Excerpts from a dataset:
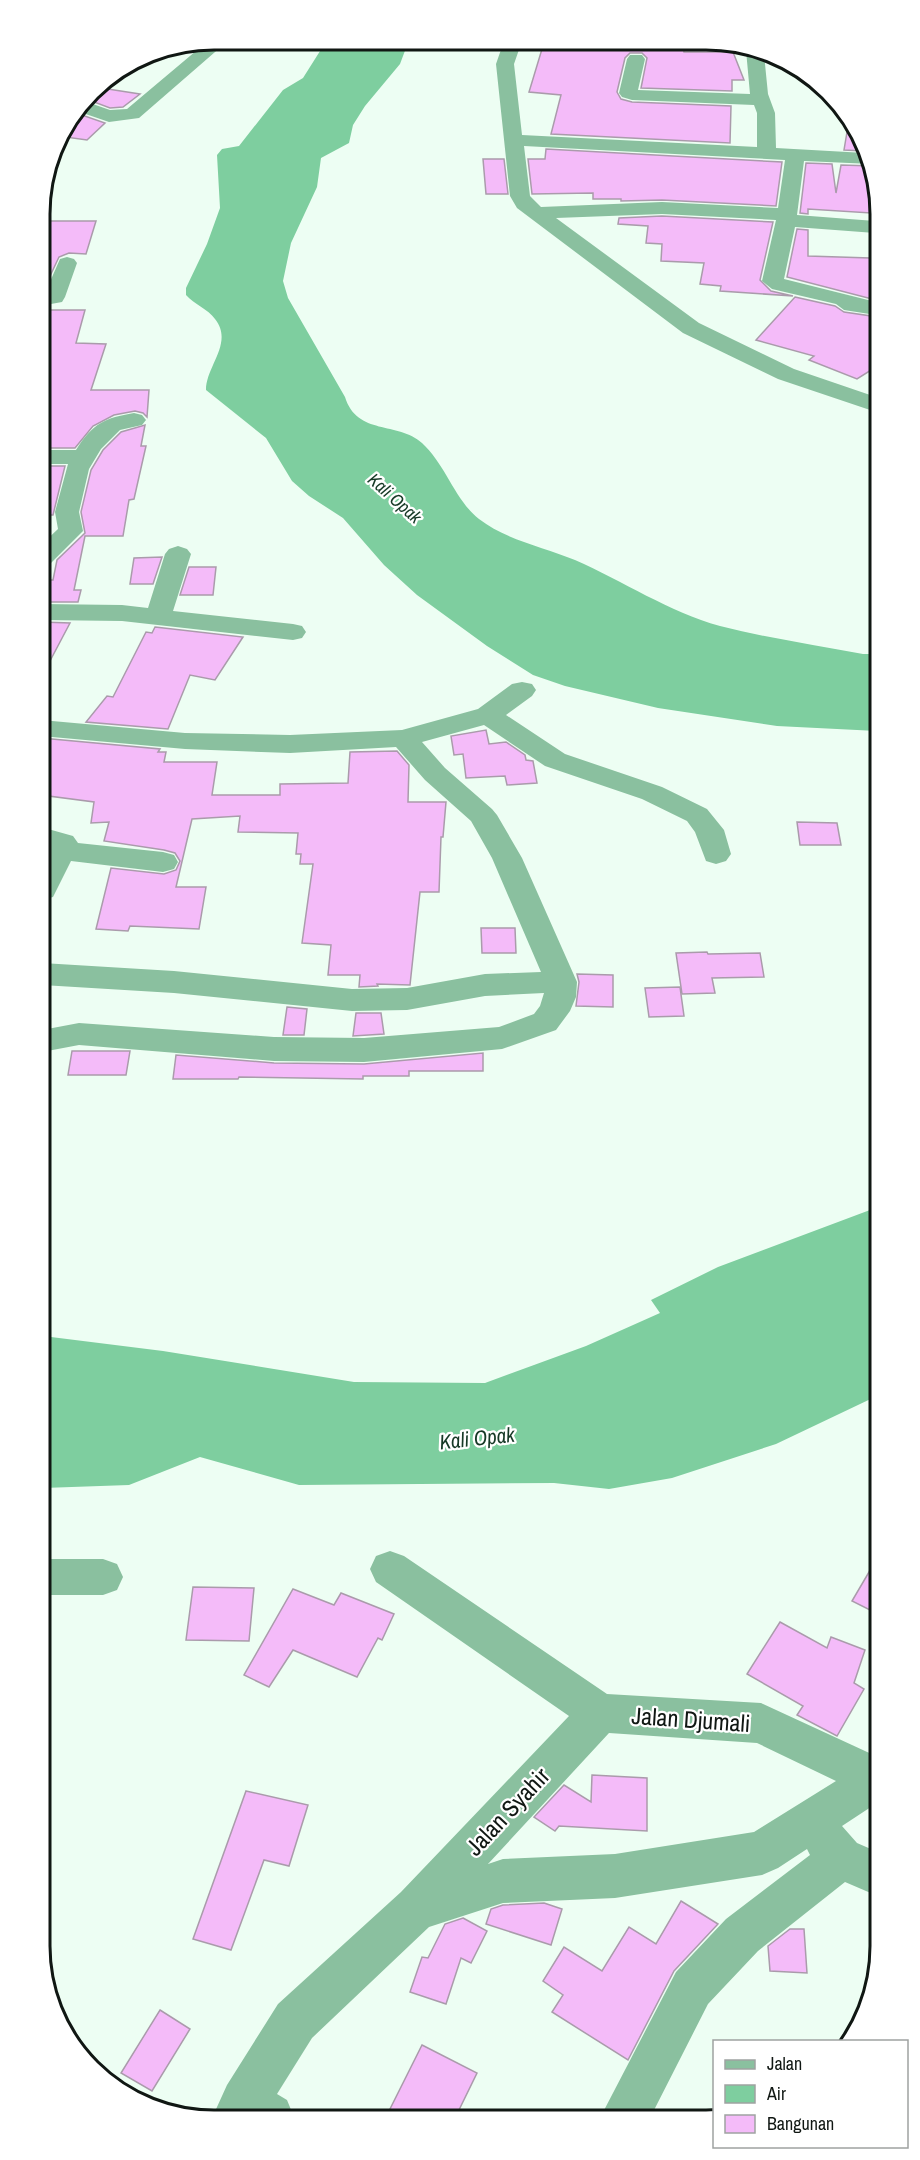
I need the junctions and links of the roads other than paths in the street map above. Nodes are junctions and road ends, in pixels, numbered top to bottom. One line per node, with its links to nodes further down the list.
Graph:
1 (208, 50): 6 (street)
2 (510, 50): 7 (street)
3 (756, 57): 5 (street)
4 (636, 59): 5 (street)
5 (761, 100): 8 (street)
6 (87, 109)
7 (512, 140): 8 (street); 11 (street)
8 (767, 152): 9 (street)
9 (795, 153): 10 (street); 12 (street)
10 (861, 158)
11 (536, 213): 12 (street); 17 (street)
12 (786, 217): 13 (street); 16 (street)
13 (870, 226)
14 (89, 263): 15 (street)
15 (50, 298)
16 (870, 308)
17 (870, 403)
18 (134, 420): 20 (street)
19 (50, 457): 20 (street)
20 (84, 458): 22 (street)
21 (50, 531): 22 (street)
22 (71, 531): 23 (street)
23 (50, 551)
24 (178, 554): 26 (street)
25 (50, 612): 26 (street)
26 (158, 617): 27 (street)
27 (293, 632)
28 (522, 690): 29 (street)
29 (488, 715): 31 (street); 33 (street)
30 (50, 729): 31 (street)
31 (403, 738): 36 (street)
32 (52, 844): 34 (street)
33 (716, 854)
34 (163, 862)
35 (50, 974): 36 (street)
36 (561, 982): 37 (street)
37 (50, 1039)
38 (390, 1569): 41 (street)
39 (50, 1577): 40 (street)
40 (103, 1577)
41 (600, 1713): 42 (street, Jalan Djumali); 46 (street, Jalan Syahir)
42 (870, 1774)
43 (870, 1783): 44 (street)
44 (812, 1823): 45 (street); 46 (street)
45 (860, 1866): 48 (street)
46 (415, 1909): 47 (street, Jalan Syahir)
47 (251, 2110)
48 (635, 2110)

---

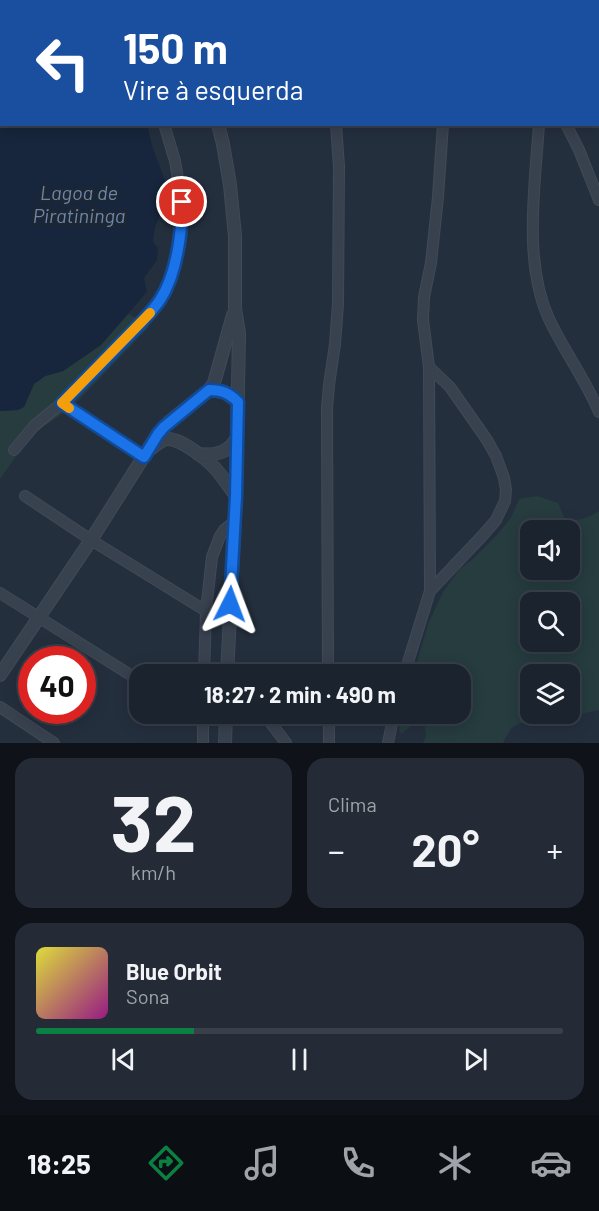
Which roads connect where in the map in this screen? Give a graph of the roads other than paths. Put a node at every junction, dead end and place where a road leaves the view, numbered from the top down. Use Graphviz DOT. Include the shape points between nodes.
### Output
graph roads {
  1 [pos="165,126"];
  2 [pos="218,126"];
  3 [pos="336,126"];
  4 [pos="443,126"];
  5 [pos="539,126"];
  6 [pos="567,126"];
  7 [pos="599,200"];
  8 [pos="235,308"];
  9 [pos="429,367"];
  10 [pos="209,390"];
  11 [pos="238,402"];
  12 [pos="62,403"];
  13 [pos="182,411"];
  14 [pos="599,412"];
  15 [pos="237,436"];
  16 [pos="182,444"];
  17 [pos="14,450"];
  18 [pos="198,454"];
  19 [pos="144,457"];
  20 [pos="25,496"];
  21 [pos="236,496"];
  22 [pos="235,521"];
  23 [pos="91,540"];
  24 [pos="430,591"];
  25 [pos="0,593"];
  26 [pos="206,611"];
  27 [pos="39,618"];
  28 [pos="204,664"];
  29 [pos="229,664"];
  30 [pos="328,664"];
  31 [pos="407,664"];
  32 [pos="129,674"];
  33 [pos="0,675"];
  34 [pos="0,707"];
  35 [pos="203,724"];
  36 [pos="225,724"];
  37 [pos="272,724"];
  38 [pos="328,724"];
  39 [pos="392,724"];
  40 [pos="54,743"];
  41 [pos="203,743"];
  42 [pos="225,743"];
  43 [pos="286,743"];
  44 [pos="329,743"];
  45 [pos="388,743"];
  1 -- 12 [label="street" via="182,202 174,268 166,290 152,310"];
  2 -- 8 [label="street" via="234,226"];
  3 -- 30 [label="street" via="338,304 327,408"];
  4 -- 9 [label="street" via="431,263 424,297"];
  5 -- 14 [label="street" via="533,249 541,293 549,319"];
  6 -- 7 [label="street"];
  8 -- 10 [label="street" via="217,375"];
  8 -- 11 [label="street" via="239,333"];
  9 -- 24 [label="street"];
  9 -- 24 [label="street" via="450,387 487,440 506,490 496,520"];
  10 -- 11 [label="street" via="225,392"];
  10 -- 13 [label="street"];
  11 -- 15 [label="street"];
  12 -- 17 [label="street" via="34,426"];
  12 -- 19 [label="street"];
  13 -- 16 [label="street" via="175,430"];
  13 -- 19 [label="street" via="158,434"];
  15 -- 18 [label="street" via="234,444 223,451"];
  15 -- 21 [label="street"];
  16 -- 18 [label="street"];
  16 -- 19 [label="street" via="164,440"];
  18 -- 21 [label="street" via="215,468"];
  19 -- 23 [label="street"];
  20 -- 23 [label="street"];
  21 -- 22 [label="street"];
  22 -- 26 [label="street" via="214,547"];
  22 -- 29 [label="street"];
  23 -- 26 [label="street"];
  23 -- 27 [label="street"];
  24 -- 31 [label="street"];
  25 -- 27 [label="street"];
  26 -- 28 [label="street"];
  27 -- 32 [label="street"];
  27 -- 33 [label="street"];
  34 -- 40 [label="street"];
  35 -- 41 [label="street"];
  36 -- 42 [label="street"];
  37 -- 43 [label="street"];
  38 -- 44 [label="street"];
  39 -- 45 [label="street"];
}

- [What the task requires] When the string "Syahir" appears in a line of the records above, that line is to be copied.

- [Task response]
41 (600, 1713): 42 (street, Jalan Djumali); 46 (street, Jalan Syahir)
46 (415, 1909): 47 (street, Jalan Syahir)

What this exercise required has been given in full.